Sanguinaires – Didier Ben Loulou
Pour Platon « Le temps est l’image mobile de l’éternité immobile » et, lisant Sanguinaires de Didier Ben Loulou, aux éditions La Table Ronde, il semble que l’étirement du temps, sa course de plus en plus lente nous rapproche d’une Eternité presque immémoriale.
Didier Ben Loulou, poursuivant son travail photographique sur l’ensemble méditerranéen, a choisi la Corse, plus précisément une route longeant le littoral entre Ajaccio et la presqu’île de la Parata, comme sujet de son livre.
Parce que ce lieu, baptisé des îles qui lui font face, ouvre par son appellation même tout un infini de violences. Dire sanguinaires c’est invoquer des hordes barbaresques, guerres navales et fratricides, batailles désenchantées au cœur d’une Méditerranée théâtre de tant de combats.
C’est le rouge du sang, de la lutte, de ces innombrables morts qui jonchent le berceau de l’Humanité.
©Didier Ben Loulou |
Et pourtant, quel choc à la lecture, que ces lieux portent mal leur nom !
Ici, un sentiment de paix profonde, de douceur sereine saisi le lecteur.
Une pastèque offrande d’une fin d’été éclaboussée de lumière.
La côte découpée de lumière dans l’ombre du soir.
Un poulain, quelques oranges, une nuque mouillée de mer.
Tout est sérénité retrouvée, calme.
Si par moment le vent se lève ce n’est que pour agiter la mer, faire grossir des vagues dans le grondement de l’écume, soulever le drapeau rouge de la baignade dangereuse.
Si les ciels sont morcelés, les nuages noirs d’inquiétude tranquille, ce n’est que pour nous rappeler que nous ne sommes, nous Hommes, que les fétus d’une paille jonchant un carrelage.
Et qu’il ne faut rien compter pour acquis.
©Didier Ben Loulou |
Le temps est mobile et l’éternité immobile, oui.
Et nous pouvons, un instant, penser ces lieux comme le palimpseste de la Création.

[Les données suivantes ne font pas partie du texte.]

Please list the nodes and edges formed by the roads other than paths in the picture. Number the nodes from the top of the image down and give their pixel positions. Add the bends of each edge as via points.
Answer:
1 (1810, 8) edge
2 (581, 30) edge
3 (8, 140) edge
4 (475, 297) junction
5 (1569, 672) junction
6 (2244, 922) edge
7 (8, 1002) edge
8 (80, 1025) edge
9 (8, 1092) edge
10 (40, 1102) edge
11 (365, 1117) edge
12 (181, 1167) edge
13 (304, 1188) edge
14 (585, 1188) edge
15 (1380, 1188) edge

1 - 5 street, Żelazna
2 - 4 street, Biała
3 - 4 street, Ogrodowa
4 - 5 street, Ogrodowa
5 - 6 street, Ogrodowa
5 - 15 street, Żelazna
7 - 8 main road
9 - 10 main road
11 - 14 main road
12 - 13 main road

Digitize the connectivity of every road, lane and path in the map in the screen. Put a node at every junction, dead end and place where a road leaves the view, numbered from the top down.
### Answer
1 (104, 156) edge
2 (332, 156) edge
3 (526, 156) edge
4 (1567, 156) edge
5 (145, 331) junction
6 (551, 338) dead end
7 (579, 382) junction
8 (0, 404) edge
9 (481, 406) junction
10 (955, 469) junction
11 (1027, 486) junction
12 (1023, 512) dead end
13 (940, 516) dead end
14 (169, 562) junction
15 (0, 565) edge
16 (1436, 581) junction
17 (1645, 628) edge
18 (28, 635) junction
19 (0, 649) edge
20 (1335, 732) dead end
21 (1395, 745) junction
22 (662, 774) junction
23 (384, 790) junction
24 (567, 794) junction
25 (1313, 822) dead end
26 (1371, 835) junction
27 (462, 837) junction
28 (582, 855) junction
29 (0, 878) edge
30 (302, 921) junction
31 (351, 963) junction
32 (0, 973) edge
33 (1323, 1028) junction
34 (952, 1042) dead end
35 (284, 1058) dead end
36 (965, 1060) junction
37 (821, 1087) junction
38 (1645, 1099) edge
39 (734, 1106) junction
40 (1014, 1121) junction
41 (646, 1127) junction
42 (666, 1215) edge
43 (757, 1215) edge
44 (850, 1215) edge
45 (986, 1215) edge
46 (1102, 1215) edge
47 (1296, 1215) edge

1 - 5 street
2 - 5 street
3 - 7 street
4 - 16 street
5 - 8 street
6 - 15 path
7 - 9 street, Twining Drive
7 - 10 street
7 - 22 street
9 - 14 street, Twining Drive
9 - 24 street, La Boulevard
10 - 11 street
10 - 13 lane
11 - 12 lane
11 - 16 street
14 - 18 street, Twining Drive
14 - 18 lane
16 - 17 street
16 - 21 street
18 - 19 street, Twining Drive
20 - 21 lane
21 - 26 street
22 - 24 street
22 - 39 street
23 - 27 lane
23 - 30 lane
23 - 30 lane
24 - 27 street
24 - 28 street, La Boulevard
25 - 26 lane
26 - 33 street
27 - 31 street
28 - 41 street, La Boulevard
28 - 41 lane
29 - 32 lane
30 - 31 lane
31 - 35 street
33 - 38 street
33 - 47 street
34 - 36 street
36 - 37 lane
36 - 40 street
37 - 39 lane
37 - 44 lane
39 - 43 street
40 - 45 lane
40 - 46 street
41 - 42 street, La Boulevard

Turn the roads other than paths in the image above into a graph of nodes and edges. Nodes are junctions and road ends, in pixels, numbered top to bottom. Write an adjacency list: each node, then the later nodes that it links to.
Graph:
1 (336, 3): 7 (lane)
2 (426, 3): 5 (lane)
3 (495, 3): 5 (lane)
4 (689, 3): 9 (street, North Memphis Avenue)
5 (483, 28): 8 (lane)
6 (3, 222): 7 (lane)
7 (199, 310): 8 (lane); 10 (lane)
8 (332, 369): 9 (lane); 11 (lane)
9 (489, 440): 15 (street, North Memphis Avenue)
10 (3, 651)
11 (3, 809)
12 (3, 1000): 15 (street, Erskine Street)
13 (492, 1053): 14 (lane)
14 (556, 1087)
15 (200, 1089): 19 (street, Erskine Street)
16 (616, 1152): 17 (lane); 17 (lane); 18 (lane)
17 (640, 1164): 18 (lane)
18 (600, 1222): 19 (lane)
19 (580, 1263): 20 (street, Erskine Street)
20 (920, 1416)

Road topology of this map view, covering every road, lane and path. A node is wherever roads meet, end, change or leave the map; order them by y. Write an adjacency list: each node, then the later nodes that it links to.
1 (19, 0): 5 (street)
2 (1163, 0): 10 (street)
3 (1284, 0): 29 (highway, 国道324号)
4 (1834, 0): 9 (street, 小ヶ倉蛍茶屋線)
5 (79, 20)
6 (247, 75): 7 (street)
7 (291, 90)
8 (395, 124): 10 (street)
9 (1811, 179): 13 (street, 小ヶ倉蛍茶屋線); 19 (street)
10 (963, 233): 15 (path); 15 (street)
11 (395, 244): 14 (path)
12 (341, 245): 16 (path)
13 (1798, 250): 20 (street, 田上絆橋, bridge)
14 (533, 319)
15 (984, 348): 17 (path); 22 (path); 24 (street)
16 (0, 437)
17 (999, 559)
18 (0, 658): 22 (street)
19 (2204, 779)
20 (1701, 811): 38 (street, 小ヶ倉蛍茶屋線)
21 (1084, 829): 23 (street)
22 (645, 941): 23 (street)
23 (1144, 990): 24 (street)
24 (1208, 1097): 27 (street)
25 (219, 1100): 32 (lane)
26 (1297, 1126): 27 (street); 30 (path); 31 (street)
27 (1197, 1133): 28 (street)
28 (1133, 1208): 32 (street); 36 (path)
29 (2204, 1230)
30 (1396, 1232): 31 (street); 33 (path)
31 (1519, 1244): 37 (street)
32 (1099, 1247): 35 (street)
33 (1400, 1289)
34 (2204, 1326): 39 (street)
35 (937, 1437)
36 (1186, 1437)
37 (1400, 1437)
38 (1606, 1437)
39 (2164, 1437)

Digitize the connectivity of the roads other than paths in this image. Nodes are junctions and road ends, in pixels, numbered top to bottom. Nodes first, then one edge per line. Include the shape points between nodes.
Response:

Cent fois échoués ces rouleaux sur le sable, cent fois éclose cette fleur jaune ; la lumière baignant les lieux chaque jour, chaque heure, de ses lueurs toujours identiques, toujours différentes.
Sanguinaires sonne, peut-être, comme un retour à la permanence. Un monde en soi où l’ennui recréera sans cesse de nouvelles histoires, de nouveaux instants à accomplir.
©Didier Ben Loulou |
Parfois un homme, un enfant, insaisissables silhouettes, traversent les paysages. Mais voilà que déjà ils disparaissent laissant les lieux redevenir ce qu’ils sont depuis plusieurs siècles. Nos vies sont fugaces, nos empreintes aussi et si demain nous ne sommes plus là, qu’importe, il restera la Beauté, le soleil, ces rives battues de mistral et de lumière.
Avec Sanguinaires, Didier Ben Loulou nous entraîne dans un cheminement introspectif, nous invite à la contemplation de l’immuable, de la simplicité même.
Devant ces spectacles comment ne pas concevoir, un instant, que le Temps nous appartient et qu’il ne tient qu’à nous de le ralentir, le dilater, l’étirer pour approcher l’Eternité ?
©Didier Ben Loulou |
Il faut laisser derrière nous les batailles, la rage, pour nous approprier la vie et le long souffle du vent.
Il faut patienter avec le photographe en haut des corniches, face au mur de la chambre.
Il faut, enfin, s’asseoir, laisser les couleurs, l’harmonie, advenir.
Puis sentir nos âmes s’élever.
A la toute fin, fermer les yeux et savourer ce temps devenu immobile dans la magie de l’Instant.